The manager said that not owning UK-listed oil and mining company shares had been a drag on performance since the end of Covid lockdowns but that the main reason for the poor performance was insufficient exposure to technology companies.

Over the past three years, the trust’s share price has fallen 2.8 per cent, while the FTSE All-Share has risen 23.9 per cent. Train also runs the £3.6bn Lindsell Train UK Equity fund.

According to Lindsell Train’s accounts, the company’s highest paid director also earned £2.6mn, down from £5.6mn the previous year.

As well as dividends, directors were paid a total of £8.6mn, compared with £15.1mn the previous year. The company’s profit before tax fell from £67mn to £58.8mn.

Train said last week that he had bought three new stocks since 2020 in an attempt to boost performance, including credit score company Experian and property website Rightmove.

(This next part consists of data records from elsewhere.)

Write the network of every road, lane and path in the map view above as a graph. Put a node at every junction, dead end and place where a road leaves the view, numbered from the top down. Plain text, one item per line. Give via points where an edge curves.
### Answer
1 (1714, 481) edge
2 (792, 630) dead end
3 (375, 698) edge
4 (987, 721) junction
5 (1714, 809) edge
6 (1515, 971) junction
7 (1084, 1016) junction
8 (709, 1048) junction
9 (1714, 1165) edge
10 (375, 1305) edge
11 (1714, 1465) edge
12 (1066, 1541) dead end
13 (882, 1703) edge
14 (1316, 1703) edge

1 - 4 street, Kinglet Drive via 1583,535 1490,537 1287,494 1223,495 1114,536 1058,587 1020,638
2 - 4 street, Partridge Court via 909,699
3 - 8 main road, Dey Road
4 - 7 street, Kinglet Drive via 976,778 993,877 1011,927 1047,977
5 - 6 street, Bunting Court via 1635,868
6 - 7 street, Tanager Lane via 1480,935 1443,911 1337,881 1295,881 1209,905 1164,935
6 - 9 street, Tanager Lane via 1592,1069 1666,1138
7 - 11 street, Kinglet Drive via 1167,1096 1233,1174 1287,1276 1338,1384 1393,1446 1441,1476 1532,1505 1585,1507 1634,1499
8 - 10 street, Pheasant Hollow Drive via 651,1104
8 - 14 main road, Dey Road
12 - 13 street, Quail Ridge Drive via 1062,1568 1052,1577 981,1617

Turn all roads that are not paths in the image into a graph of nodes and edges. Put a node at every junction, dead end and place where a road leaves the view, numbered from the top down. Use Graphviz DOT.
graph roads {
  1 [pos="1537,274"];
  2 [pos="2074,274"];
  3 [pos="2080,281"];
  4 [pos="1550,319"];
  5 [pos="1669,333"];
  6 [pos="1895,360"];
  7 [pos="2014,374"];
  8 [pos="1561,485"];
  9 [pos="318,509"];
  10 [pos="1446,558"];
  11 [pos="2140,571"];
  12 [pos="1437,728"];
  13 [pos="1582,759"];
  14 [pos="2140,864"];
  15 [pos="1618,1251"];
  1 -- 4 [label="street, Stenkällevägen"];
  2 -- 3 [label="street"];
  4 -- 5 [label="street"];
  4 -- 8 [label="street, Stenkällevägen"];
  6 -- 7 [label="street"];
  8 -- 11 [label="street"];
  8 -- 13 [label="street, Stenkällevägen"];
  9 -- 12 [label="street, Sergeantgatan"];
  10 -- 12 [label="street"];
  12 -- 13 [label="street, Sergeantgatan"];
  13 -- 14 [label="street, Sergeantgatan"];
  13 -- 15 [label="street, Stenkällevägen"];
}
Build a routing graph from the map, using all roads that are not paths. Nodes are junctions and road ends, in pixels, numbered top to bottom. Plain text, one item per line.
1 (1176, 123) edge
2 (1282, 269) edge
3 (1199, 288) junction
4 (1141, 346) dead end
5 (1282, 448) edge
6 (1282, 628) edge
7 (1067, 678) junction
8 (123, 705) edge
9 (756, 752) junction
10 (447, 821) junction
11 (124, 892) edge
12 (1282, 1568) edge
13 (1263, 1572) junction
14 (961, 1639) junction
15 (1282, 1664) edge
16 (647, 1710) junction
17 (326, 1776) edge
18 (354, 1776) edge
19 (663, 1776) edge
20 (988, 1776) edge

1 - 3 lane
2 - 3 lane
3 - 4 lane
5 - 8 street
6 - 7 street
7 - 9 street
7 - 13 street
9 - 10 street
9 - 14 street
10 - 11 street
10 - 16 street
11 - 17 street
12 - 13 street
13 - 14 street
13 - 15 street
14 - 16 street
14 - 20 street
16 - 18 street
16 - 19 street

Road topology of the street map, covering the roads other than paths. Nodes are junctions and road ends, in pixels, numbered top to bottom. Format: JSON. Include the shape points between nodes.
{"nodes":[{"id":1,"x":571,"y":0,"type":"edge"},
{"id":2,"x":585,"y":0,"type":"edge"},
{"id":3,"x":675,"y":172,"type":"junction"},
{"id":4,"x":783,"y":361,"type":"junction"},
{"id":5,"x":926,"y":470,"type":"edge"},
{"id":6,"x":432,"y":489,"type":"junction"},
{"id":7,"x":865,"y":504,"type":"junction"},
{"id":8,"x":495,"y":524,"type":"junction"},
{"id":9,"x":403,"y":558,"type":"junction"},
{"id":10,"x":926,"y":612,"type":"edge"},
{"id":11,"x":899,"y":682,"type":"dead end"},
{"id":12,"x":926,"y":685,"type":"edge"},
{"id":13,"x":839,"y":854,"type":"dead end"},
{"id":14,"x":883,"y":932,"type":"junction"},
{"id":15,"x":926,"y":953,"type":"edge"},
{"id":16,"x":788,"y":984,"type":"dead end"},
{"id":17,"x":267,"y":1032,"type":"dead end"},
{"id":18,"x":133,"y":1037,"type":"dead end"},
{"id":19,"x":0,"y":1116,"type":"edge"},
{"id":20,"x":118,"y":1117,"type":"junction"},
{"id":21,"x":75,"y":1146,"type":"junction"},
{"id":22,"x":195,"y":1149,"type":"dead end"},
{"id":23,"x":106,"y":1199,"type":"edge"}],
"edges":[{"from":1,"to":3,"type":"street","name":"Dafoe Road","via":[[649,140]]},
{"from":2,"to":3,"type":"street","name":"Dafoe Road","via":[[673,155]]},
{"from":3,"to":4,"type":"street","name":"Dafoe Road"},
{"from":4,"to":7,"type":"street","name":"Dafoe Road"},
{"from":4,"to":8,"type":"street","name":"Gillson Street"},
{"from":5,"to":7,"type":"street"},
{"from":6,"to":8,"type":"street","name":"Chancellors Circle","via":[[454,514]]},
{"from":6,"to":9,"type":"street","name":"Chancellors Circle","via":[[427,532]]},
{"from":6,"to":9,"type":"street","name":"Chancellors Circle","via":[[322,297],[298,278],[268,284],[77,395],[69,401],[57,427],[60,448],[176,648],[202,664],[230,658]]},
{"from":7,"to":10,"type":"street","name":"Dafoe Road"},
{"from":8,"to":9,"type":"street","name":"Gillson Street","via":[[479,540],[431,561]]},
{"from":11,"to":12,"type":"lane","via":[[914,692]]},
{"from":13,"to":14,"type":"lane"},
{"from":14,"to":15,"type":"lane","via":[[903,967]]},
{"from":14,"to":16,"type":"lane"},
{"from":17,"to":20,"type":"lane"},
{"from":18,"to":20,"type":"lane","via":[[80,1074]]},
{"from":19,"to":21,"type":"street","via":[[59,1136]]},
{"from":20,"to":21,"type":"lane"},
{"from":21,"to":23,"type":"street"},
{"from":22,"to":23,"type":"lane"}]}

He pointed to Rightmove as being attractively valued compared with its competitor CoStar in the US, noting that there was a valuation gap between that of UK companies benefiting from technological developments and rivals listed overseas.

He said last week that it was “difficult” to find “a credible way to convey to shareholders why we remain optimistic about the company’s investment portfolio”. He added: “It is difficult, because I am conscious that I have been vocally optimistic about its prospects throughout the three years and more of underperformance.”

Train has previously expressed concern about the underperformance of UK equities. Last year, he described the UK as the “backwater” of global equity markets, pointing to “dismal capital performance” over the past 20 years.

He also noted the “absence [of] globally significant technology champions” as reasons for London’s “unwelcome reputation as a backwater in 21st century equity markets”.